Barely two minutes had passed when Rafael swept the ball to Rooney, whose lay-off was collected by Gibson who unleashed an effort from outside the box that flew past a startled Hans-Jorg Butt.

It was the start United craved, only it was to get even better when Antonio Valencia crossed and Nani got to the near post to flick the ball into the far corner with his heel.

Old Trafford erupted, in precisely the manner Ferguson knew they would. Rafael, Rooney and Gibson combined again to send the youngster through, only for the full-back to suffer an untimely bout of nerves as the goal stared back and he fired wide.

Yet just as the half started in a goal burst, so it ended the same way.

Once more Valencia the architect, once more Nani supplied the finish, and the elaborate celebration.

The sense of euphoria lasted two minutes, the time it took for Olic to shrug Michael Carrick aside and find the bottom corner.

If Edwin van der Sar had not brilliantly turned away a curling shot from Robben that was heading for the bottom corner, United would actually have reached half-time behind on away goals, so precarious was their advantage.

Amid all the goalmouth incident, another pivotal moment had gone largely unnoticed.

Rafael’s petulant kick at Mark van Bommel came back to haunt him four minutes after the restart when he tugged Franck Ribery back.

The sight of the Bayern players converging on referee Nicola Rizzoli demanding a red card was unseemly. The decision itself was correct.

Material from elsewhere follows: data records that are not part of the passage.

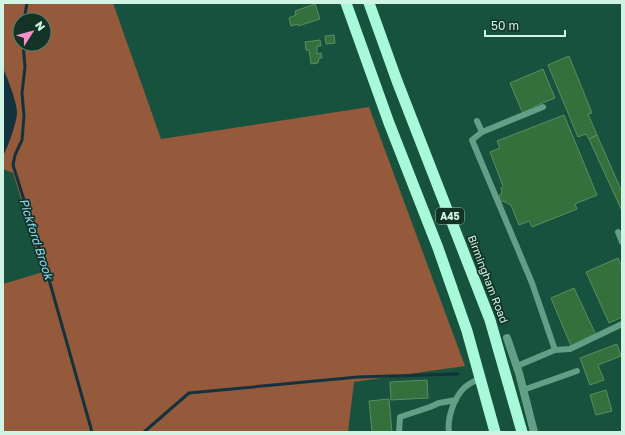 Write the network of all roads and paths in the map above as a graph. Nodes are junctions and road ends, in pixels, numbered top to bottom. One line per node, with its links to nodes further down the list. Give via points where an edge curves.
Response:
1 (346, 3): 13 (highway, A45, via 438,248 467,331)
2 (369, 3): 19 (highway, Birmingham Road / A45, via 490,320)
3 (542, 107): 5 (lane)
4 (477, 121): 5 (lane)
5 (482, 132): 10 (lane, via 472,140 532,283)
6 (618, 232): 7 (lane)
7 (622, 242)
8 (622, 324): 10 (lane, via 570,349)
9 (507, 338): 11 (street, Birmingham Road)
10 (555, 350): 11 (lane)
11 (517, 366): 14 (street, Birmingham Road)
12 (577, 371): 14 (lane)
13 (480, 378): 15 (lane, via 464,387); 18 (highway, A45)
14 (523, 390): 20 (street, Birmingham Road)
15 (456, 400): 16 (lane, via 439,403 400,417); 17 (lane, via 448,424)
16 (399, 432)
17 (449, 432)
18 (495, 432)
19 (522, 432)
20 (534, 432) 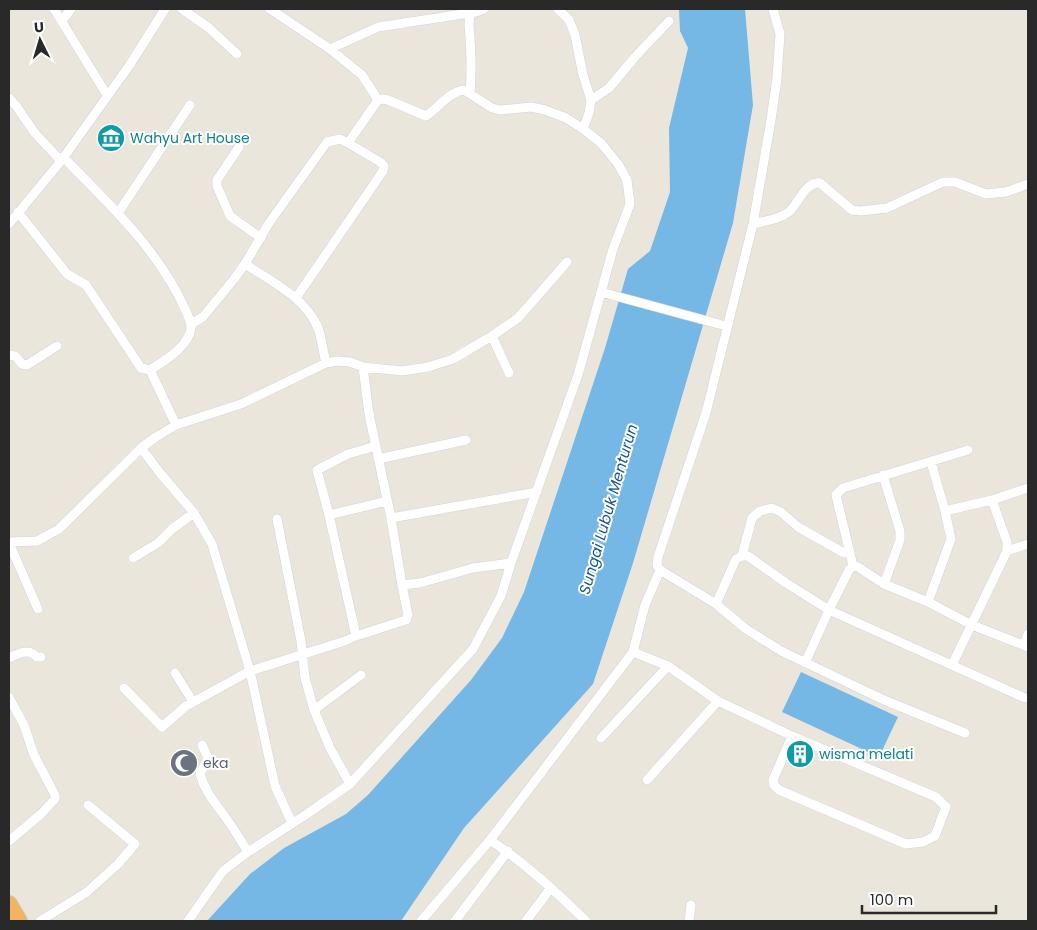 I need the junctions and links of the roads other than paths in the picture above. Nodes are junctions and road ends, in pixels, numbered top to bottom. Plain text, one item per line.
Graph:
1 (54, 9) edge
2 (71, 9) edge
3 (165, 9) edge
4 (182, 9) edge
5 (270, 9) edge
6 (484, 9) edge
7 (558, 9) edge
8 (773, 9) edge
9 (470, 11) edge
10 (62, 21) junction
11 (669, 21) dead end
12 (330, 49) junction
13 (237, 54) dead end
14 (470, 93) junction
15 (107, 95) junction
16 (9, 98) edge
17 (378, 100) junction
18 (591, 100) junction
19 (190, 105) dead end
20 (583, 129) junction
21 (348, 143) junction
22 (239, 147) dead end
23 (62, 159) junction
24 (1028, 184) edge
25 (18, 212) junction
26 (118, 213) junction
27 (9, 224) edge
28 (753, 224) junction
29 (260, 238) junction
30 (567, 262) dead end
31 (245, 264) junction
32 (605, 293) junction
33 (296, 298) junction
34 (191, 324) junction
35 (722, 325) junction
36 (492, 336) junction
37 (57, 346) dead end
38 (9, 354) edge
39 (326, 363) junction
40 (363, 367) junction
41 (150, 370) junction
42 (509, 373) dead end
43 (176, 425) junction
44 (466, 440) dead end
45 (376, 446) junction
46 (142, 448) junction
47 (968, 450) dead end
48 (378, 459) junction
49 (931, 462) junction
50 (883, 475) junction
51 (1028, 488) edge
52 (536, 492) junction
53 (992, 500) junction
54 (387, 501) junction
55 (945, 511) junction
56 (194, 513) junction
57 (329, 515) junction
58 (277, 518) dead end
59 (391, 518) junction
60 (9, 543) edge
61 (1028, 544) edge
62 (849, 551) junction
63 (1007, 551) junction
64 (742, 556) junction
65 (133, 558) dead end
66 (511, 563) junction
67 (853, 566) junction
68 (660, 570) junction
69 (884, 584) junction
70 (402, 585) junction
71 (928, 602) junction
72 (716, 604) junction
73 (38, 609) dead end
74 (829, 610) junction
75 (972, 625) junction
76 (1028, 634) edge
77 (356, 636) junction
78 (1026, 646) edge
79 (633, 652) junction
80 (303, 654) junction
81 (41, 657) dead end
82 (9, 658) edge
83 (806, 663) junction
84 (952, 665) junction
85 (668, 666) junction
86 (250, 671) junction
87 (175, 673) dead end
88 (361, 675) dead end
89 (124, 688) dead end
90 (9, 698) edge
91 (1026, 698) dead end
92 (718, 701) junction
93 (193, 702) junction
94 (314, 710) junction
95 (965, 733) dead end
96 (792, 736) junction
97 (601, 738) dead end
98 (202, 744) dead end
99 (646, 780) dead end
100 (350, 784) junction
101 (88, 805) dead end
102 (292, 823) junction
103 (490, 840) junction
104 (9, 841) edge
105 (508, 851) junction
106 (248, 852) junction
107 (550, 889) junction
108 (9, 904) edge
109 (690, 905) dead end
110 (584, 920) edge
111 (19, 921) edge
112 (40, 921) edge
113 (188, 921) edge
114 (421, 921) edge
115 (455, 921) edge
116 (526, 921) edge
117 (689, 921) edge

1 - 10 street
2 - 10 street
3 - 15 street
4 - 13 street
5 - 12 street
6 - 9 street
7 - 18 street
8 - 28 street
9 - 12 street
9 - 14 street
10 - 15 street
11 - 18 street
12 - 17 street
14 - 17 street
14 - 20 street
15 - 23 street
16 - 23 street
17 - 21 street
18 - 20 street
19 - 26 street
20 - 32 street
21 - 29 street
21 - 33 street
22 - 29 street
23 - 25 street
23 - 26 street
24 - 28 street
25 - 27 street
25 - 41 street
26 - 34 street
28 - 35 street
29 - 31 street
30 - 36 street
31 - 33 street
31 - 34 street
32 - 35 street
32 - 52 street
33 - 39 street
34 - 41 street
35 - 68 street
36 - 40 street
36 - 42 street
37 - 38 street
39 - 40 street
39 - 43 street
40 - 45 street
41 - 43 street
43 - 46 street
44 - 48 street
45 - 48 street
45 - 57 street
46 - 56 street
46 - 60 street
47 - 49 street
48 - 54 street
49 - 50 street
49 - 55 street
50 - 62 street
50 - 69 street
51 - 53 street
52 - 59 street
52 - 66 street
53 - 55 street
53 - 63 street
54 - 57 street
54 - 59 street
55 - 71 street
56 - 65 street
56 - 86 street
57 - 77 street
58 - 80 street
59 - 70 street
60 - 73 street
61 - 63 street
62 - 64 street
62 - 67 street
63 - 75 street
64 - 72 street
64 - 74 street
66 - 70 street
66 - 100 street
67 - 69 street
67 - 74 street
68 - 72 street
68 - 79 street
69 - 71 street
70 - 77 street
71 - 75 street
72 - 83 street
74 - 83 street
74 - 84 street
75 - 78 street
75 - 84 street
76 - 78 street
77 - 80 street
79 - 85 street
79 - 103 street
80 - 86 street
80 - 94 street
81 - 82 street
83 - 95 street
84 - 91 street
85 - 92 street
85 - 97 street
86 - 93 street
86 - 102 street
87 - 93 street
88 - 94 street
89 - 93 street
90 - 104 street
92 - 96 street
92 - 99 street
94 - 100 street
96 - 96 street
98 - 106 street
100 - 102 street
101 - 112 street
102 - 106 street
103 - 105 street
103 - 114 street
105 - 107 street
105 - 115 street
106 - 113 street
107 - 110 street
107 - 116 street
108 - 111 highway
109 - 117 street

Rafael’s dismissal brought Rooney’s involvement to an end as John O’Shea was introduced for the first time in five months to shore up the defensive gap and begin a rearguard action that required resistance to almost constant bombardment.

United tried to break. Indeed Nani nearly scored his hat-trick from one such raid, but the overwhelming pressure was one-way.

Even then it took a phenomenal goal to defeat the hosts as Robben’s perfectlyexecuted volley flew past Van der Sar into the far corner.